• TASK REQUIREMENTS
Which of the lines in the data mention the string "Drive"? List them all.

Collected data
____

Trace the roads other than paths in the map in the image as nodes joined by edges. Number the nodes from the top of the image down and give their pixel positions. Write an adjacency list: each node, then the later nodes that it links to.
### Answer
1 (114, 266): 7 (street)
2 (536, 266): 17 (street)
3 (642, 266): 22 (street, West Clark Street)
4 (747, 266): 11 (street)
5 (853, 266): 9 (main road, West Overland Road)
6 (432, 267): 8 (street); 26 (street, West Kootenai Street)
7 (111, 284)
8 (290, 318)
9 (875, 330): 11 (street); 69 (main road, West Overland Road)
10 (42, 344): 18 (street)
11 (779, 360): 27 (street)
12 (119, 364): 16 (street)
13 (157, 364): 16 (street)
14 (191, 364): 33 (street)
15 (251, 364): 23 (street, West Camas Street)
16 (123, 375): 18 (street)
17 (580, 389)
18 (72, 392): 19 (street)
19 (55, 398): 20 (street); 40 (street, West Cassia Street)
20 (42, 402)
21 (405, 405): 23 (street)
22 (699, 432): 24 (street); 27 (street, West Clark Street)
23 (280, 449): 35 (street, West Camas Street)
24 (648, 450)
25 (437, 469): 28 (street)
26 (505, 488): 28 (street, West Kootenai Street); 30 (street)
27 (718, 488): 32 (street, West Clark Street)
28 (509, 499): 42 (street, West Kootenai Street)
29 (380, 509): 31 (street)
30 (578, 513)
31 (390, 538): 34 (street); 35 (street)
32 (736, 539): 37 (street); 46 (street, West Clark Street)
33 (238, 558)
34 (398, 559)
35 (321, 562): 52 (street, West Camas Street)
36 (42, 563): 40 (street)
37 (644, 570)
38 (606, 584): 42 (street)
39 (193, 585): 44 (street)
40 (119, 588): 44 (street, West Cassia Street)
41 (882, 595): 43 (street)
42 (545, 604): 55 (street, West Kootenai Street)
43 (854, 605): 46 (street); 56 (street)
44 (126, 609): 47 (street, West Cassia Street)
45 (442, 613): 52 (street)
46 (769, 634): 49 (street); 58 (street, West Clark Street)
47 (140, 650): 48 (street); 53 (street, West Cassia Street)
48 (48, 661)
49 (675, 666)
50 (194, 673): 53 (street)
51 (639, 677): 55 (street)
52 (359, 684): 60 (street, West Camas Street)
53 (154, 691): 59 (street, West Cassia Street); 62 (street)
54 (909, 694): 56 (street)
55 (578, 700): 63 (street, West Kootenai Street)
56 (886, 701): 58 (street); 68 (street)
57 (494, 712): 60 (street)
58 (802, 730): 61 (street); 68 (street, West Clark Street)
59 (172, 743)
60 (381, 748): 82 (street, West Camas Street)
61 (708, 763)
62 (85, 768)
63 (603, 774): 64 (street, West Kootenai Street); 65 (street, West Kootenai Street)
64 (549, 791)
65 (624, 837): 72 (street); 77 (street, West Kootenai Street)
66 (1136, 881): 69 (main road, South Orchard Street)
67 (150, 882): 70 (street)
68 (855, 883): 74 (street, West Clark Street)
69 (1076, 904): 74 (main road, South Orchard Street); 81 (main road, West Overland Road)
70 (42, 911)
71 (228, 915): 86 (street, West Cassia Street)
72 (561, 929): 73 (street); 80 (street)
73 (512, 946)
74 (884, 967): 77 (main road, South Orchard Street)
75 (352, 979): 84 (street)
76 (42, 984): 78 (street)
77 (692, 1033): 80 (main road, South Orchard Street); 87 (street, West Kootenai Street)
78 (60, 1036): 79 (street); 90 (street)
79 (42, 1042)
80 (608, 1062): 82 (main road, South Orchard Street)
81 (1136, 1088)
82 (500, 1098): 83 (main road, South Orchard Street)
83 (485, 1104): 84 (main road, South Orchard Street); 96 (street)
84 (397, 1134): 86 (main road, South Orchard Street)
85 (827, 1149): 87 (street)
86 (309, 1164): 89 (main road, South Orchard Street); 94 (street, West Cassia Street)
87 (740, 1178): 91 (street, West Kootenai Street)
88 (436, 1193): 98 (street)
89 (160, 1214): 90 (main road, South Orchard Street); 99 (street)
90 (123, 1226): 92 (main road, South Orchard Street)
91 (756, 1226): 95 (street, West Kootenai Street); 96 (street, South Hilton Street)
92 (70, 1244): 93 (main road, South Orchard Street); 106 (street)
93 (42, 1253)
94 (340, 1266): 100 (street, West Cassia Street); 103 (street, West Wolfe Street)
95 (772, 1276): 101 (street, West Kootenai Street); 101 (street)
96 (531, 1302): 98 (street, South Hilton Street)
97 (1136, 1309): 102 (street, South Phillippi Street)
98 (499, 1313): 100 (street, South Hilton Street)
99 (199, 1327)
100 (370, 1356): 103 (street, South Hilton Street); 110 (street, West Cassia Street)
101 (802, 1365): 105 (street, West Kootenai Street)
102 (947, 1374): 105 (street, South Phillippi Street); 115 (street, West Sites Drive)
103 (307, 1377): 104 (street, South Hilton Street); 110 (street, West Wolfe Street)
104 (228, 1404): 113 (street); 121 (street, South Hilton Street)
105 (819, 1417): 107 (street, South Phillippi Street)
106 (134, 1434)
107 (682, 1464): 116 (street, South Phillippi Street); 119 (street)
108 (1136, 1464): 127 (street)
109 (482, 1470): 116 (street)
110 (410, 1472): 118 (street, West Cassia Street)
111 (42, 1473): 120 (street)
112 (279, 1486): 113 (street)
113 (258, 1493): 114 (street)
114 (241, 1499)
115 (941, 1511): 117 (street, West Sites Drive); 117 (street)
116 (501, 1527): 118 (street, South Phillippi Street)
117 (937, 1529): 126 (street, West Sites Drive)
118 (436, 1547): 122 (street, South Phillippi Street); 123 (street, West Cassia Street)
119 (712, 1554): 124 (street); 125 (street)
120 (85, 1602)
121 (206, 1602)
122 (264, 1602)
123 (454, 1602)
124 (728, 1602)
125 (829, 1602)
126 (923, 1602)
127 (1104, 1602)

____

• EXERCISE RESPONSE
102 (947, 1374): 105 (street, South Phillippi Street); 115 (street, West Sites Drive)
115 (941, 1511): 117 (street, West Sites Drive); 117 (street)
117 (937, 1529): 126 (street, West Sites Drive)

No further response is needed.